The group was active in restoring the West Fork after the Los Angeles County Flood Control District (now a Department of Public Works subdivision) released water carrying tons of silt into the West Fork during 1981 repairs to Cogswell Dam, north of Azusa. About 200,000 cubic yards of silt from a reservoir behind the dam destroyed the seven-mile-long habitat for an estimated 24,000 trout, killing or displacing thousands of fish, according to Department of Fish and Game officials.

As many as 18,000 people fish the stream each year and another 32,000 visit the creek for other activities, such as photography and bird-watching, according to Jim Edmonson of California Trout, a group that works to protect trout resources in the state.

Edmonson said the stream has been recognized as a premier trout fishery since before the Civil War.

Clean Environment

"It's a clean environment, there's no litter and the fish you catch there are basically all born in the creek," said Edmonson.

Although the state Department of Fish and Game stocks part of the creek, some fishermen say it is the fight in the native trout that makes the West Fork a popular fishing site.

"The stock fish has no fight to it," said Bob Moore, a member of the Pasadena Casting Club who has fished in the West Fork for more than 10 years. "A fairly large native fish will fight like heck."

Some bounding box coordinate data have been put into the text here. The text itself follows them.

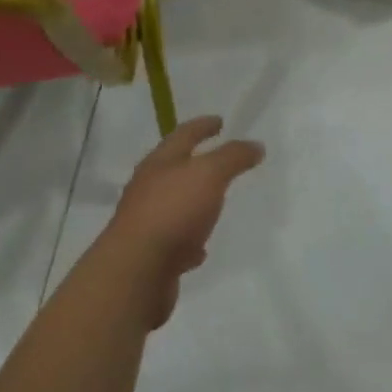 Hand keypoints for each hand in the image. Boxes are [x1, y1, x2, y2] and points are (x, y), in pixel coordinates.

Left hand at [100, 117, 263, 328]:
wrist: (136, 270)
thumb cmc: (173, 211)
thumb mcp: (209, 175)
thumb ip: (233, 158)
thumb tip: (255, 145)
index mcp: (160, 162)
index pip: (184, 134)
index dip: (203, 125)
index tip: (220, 121)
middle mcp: (148, 187)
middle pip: (174, 168)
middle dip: (196, 162)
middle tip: (219, 161)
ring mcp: (146, 221)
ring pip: (174, 204)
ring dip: (193, 201)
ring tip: (214, 203)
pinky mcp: (150, 254)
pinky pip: (174, 240)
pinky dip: (189, 239)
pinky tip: (201, 248) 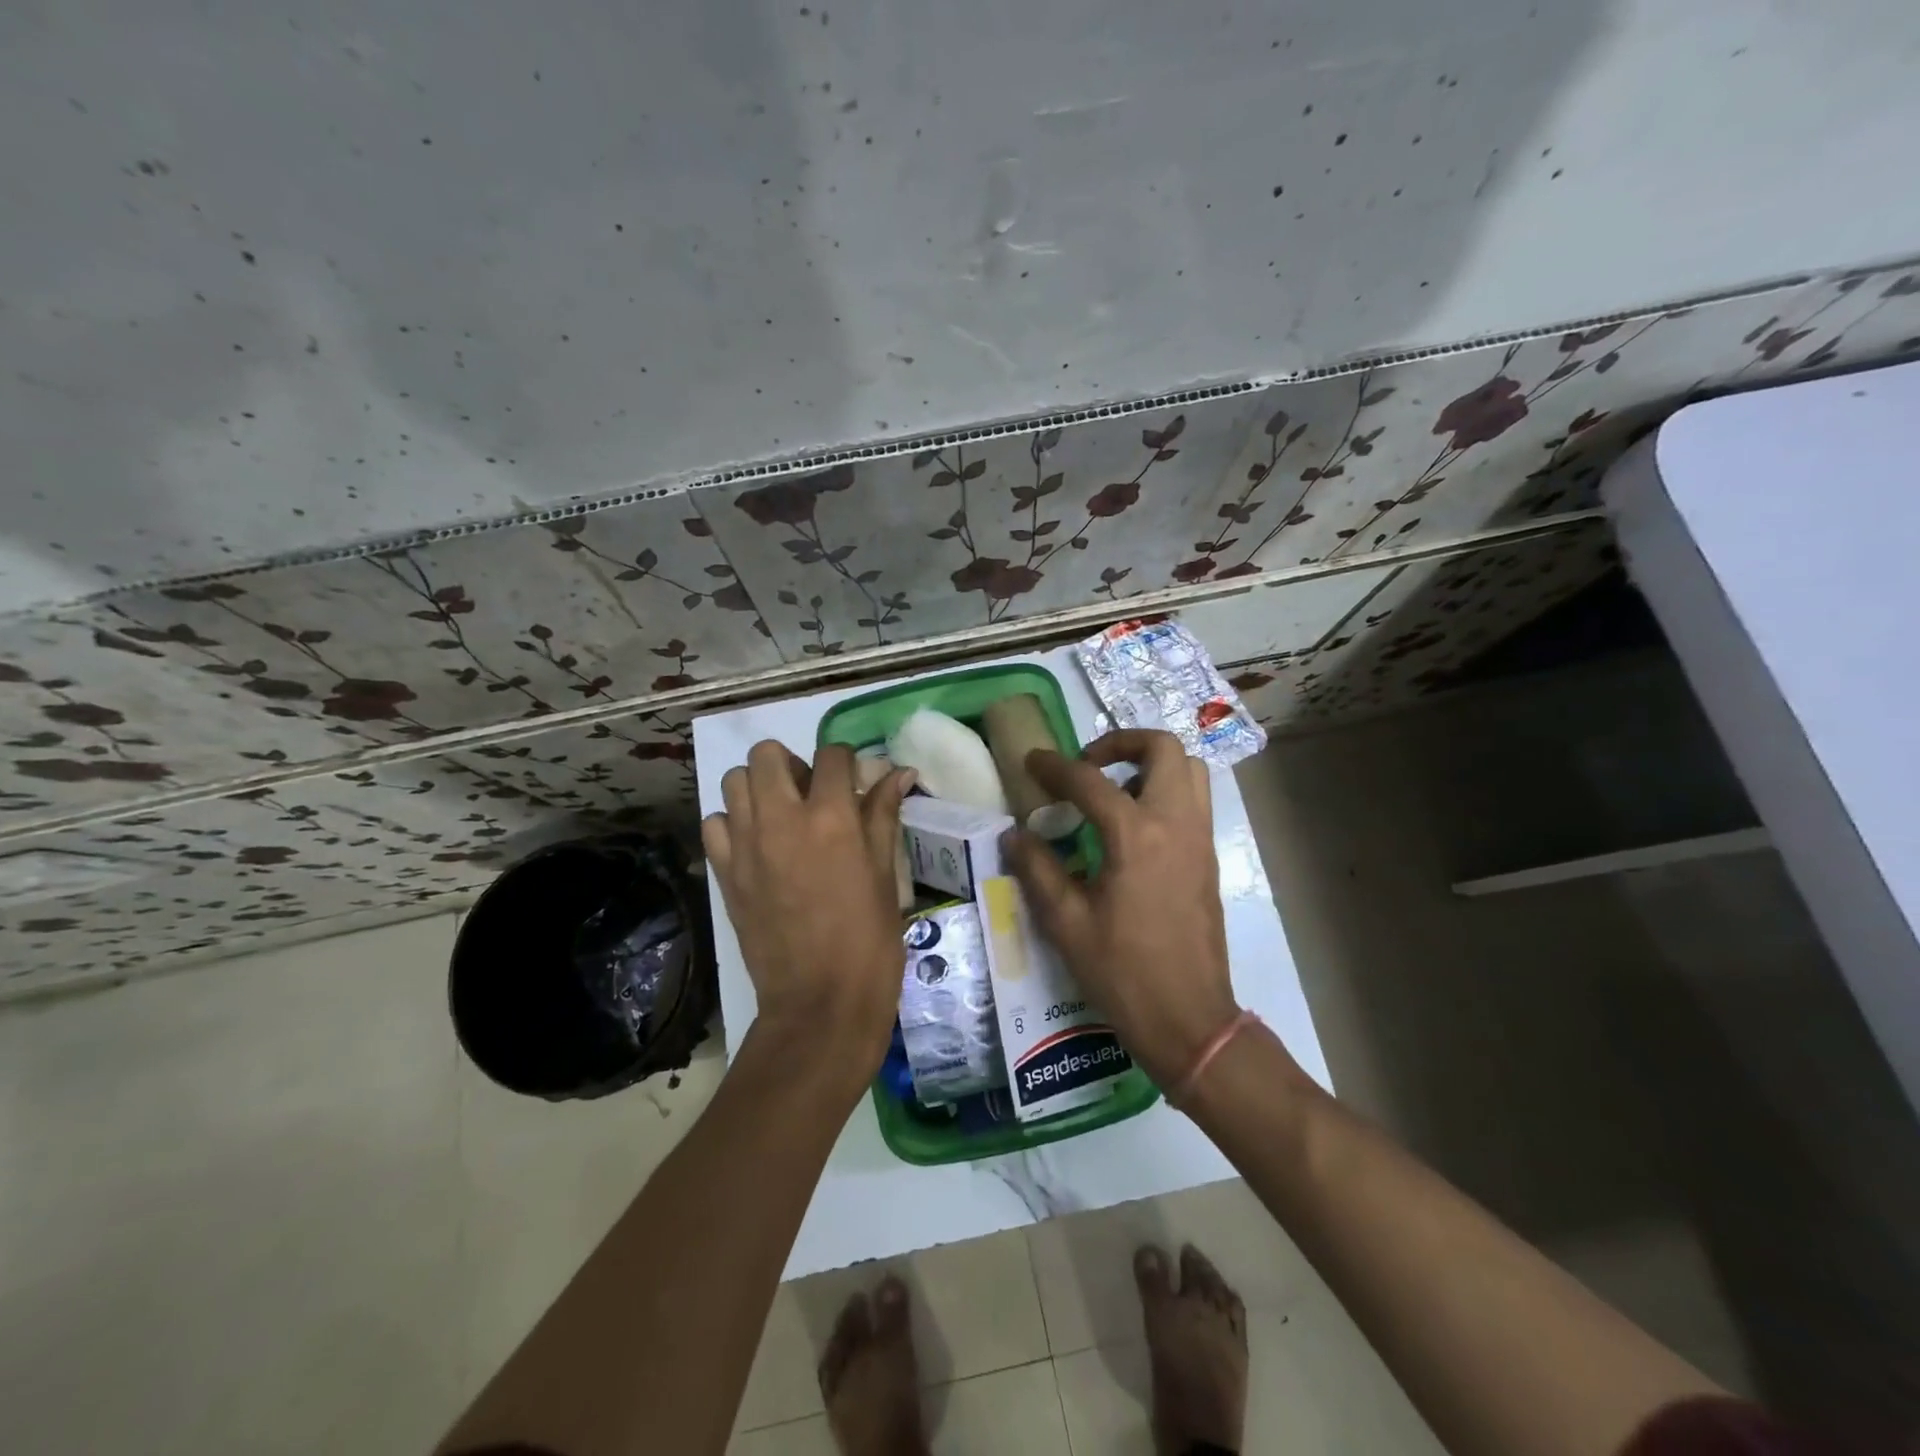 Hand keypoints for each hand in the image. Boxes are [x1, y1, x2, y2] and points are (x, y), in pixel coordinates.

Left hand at [702, 741, 914, 1078]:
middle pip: (767, 753)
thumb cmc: (868, 939)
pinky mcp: (724, 873)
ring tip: (780, 816)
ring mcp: (745, 845)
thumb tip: (899, 773)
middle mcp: (781, 819)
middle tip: (809, 794)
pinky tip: (756, 845)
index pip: (831, 755)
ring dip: (758, 787)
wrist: (820, 1002)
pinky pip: (714, 823)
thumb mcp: (885, 873)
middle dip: (791, 763)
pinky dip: (732, 824)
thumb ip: (884, 814)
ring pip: (734, 781)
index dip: (845, 761)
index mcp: (831, 817)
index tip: (852, 780)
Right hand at [1003, 730, 1242, 1088]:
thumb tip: (1015, 834)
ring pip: (1188, 769)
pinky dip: (1165, 790)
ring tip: (1112, 788)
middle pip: (1163, 748)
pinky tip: (1132, 824)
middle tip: (1087, 764)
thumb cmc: (1123, 973)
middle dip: (1121, 742)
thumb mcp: (1066, 923)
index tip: (1032, 762)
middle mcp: (1176, 824)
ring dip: (1150, 763)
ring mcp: (1200, 839)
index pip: (1090, 781)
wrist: (1189, 1019)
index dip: (1055, 767)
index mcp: (1136, 837)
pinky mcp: (1209, 857)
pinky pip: (1194, 799)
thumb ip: (1037, 869) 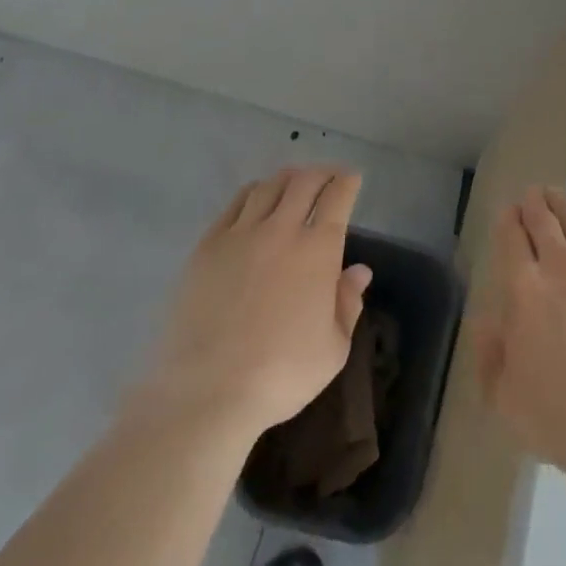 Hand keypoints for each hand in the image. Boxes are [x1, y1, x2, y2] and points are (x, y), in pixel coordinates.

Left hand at [132, 165, 371, 442]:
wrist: (207, 393)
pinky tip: (255, 199)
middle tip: (327, 176)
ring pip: (268, 187)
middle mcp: (282, 230)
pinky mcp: (207, 247)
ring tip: (292, 182)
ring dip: (287, 178)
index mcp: (319, 250)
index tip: (352, 179)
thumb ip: (348, 304)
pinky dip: (252, 193)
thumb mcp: (333, 348)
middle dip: (321, 173)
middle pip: (304, 181)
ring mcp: (241, 235)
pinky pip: (234, 205)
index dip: (348, 182)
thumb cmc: (281, 374)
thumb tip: (359, 271)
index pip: (338, 197)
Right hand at [476, 187, 565, 479]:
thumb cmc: (554, 416)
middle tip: (533, 193)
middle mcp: (559, 268)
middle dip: (535, 204)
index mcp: (523, 290)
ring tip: (557, 196)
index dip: (508, 220)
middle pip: (544, 222)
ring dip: (563, 207)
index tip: (509, 211)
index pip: (512, 239)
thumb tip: (489, 320)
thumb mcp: (502, 395)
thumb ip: (490, 352) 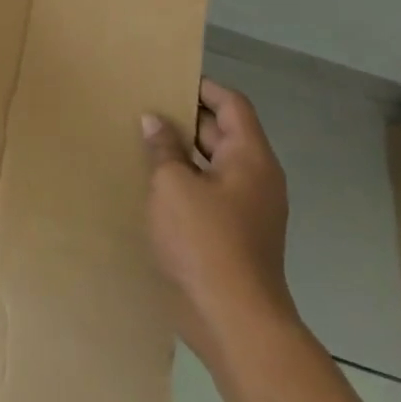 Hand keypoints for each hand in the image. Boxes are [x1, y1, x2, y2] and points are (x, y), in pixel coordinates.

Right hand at [142, 79, 296, 367]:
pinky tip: (153, 185)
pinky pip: (211, 194)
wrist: (235, 322)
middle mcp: (257, 179)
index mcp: (251, 158)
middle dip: (187, 119)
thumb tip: (156, 121)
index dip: (203, 88)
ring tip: (143, 142)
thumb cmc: (205, 241)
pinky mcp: (236, 237)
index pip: (232, 105)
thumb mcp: (173, 185)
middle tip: (146, 107)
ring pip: (215, 166)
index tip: (169, 79)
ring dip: (183, 153)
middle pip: (224, 134)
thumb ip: (164, 148)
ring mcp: (249, 211)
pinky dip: (186, 182) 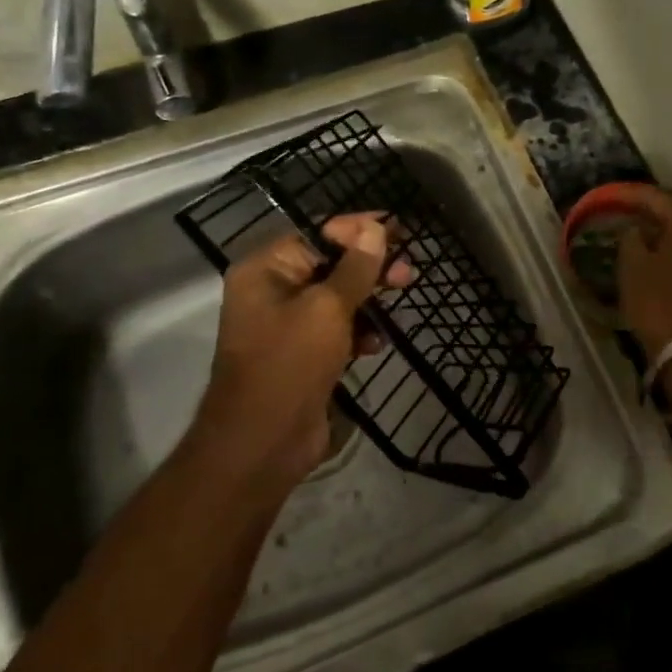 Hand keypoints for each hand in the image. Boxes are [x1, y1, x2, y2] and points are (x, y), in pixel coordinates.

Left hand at [192, 213, 413, 497]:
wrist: (263, 443)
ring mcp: (288, 325)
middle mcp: (273, 290)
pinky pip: (338, 329)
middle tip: (407, 269)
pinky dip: (359, 331)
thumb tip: (375, 228)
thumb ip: (355, 267)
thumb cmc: (289, 363)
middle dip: (370, 265)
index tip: (397, 228)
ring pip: (338, 297)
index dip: (358, 229)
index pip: (317, 232)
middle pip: (330, 263)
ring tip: (400, 297)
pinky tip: (375, 344)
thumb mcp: (327, 309)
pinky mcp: (305, 354)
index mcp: (266, 269)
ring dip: (369, 298) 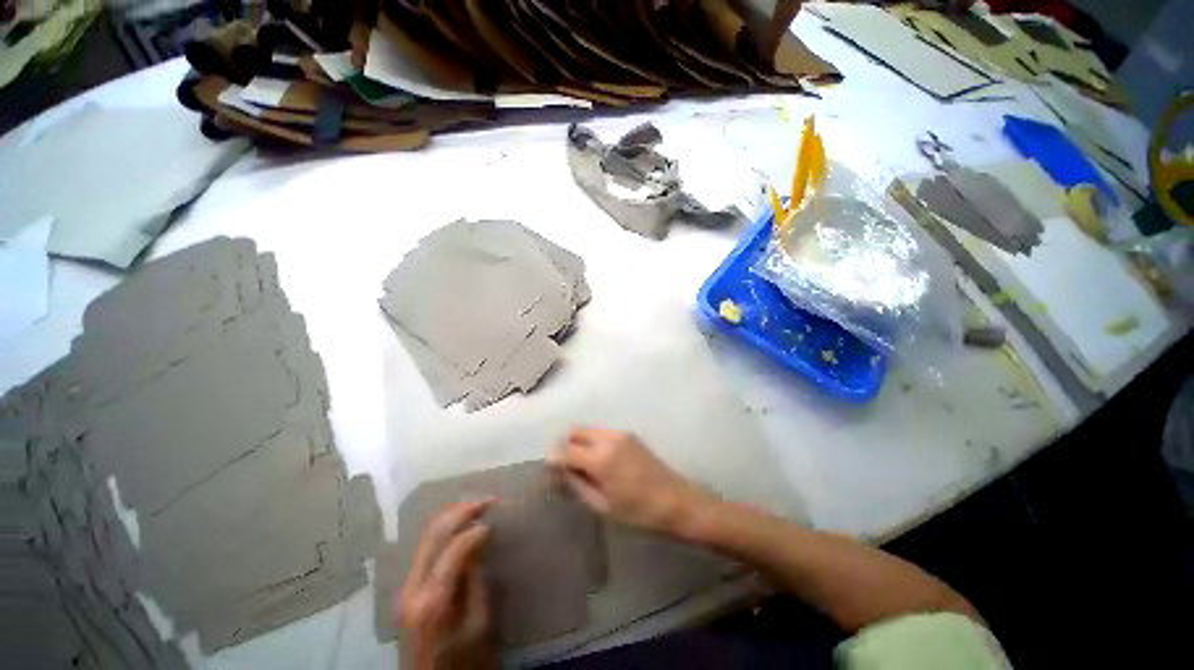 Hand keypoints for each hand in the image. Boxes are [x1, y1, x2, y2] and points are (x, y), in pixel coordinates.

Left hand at [397, 500, 496, 669]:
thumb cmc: (462, 661)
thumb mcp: (479, 626)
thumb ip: (478, 583)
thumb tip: (480, 545)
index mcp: (432, 600)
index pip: (453, 548)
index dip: (476, 530)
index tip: (496, 521)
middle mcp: (412, 587)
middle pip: (434, 533)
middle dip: (462, 511)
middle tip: (487, 501)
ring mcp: (406, 586)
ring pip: (426, 536)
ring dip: (453, 516)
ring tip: (476, 507)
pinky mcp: (408, 588)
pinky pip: (426, 547)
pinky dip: (445, 530)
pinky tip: (461, 526)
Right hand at [547, 428, 714, 536]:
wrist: (678, 502)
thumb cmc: (639, 513)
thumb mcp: (603, 506)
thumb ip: (577, 484)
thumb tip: (559, 470)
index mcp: (599, 458)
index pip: (564, 449)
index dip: (553, 459)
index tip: (551, 472)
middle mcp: (608, 438)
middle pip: (575, 431)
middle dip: (566, 446)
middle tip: (569, 469)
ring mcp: (620, 433)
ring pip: (588, 430)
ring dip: (580, 444)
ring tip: (586, 468)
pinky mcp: (630, 434)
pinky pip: (602, 433)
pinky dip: (594, 443)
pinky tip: (602, 462) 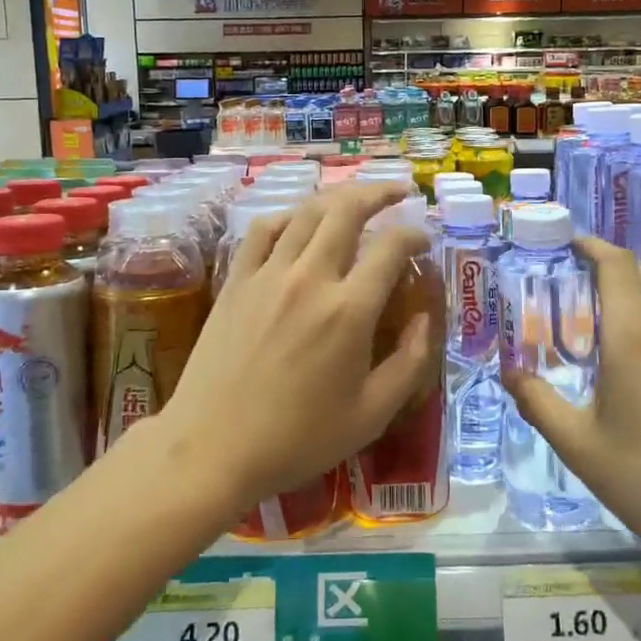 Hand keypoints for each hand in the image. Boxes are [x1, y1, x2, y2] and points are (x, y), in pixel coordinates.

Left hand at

Officials believe that the fire, which burned along the West Fork and the nearby Bear Canyon Trail, started when unidentified visitors dumped hot barbecue coals along California 39, the main road into the forest.

Planting by Helicopter

The Forest Service hopes to combat the latest danger to the trout by spreading 2,500 pounds of fescue seed, a grass native to the wilderness, and 300 pounds of clover seed from a helicopter onto terraces along Bear Creek and Big Mermaids Canyon, tributaries to the West Fork.

Because the area is hilly and the soil layer is thin, only 10% of the burned area will be seeded, Copenhagen said.

If nature were left alone, the vegetation would grow back within three to five years, he added.

But officials do not think they can wait that long. As much as 90% of the soil erosion could occur during the first year after the fire, Copenhagen said.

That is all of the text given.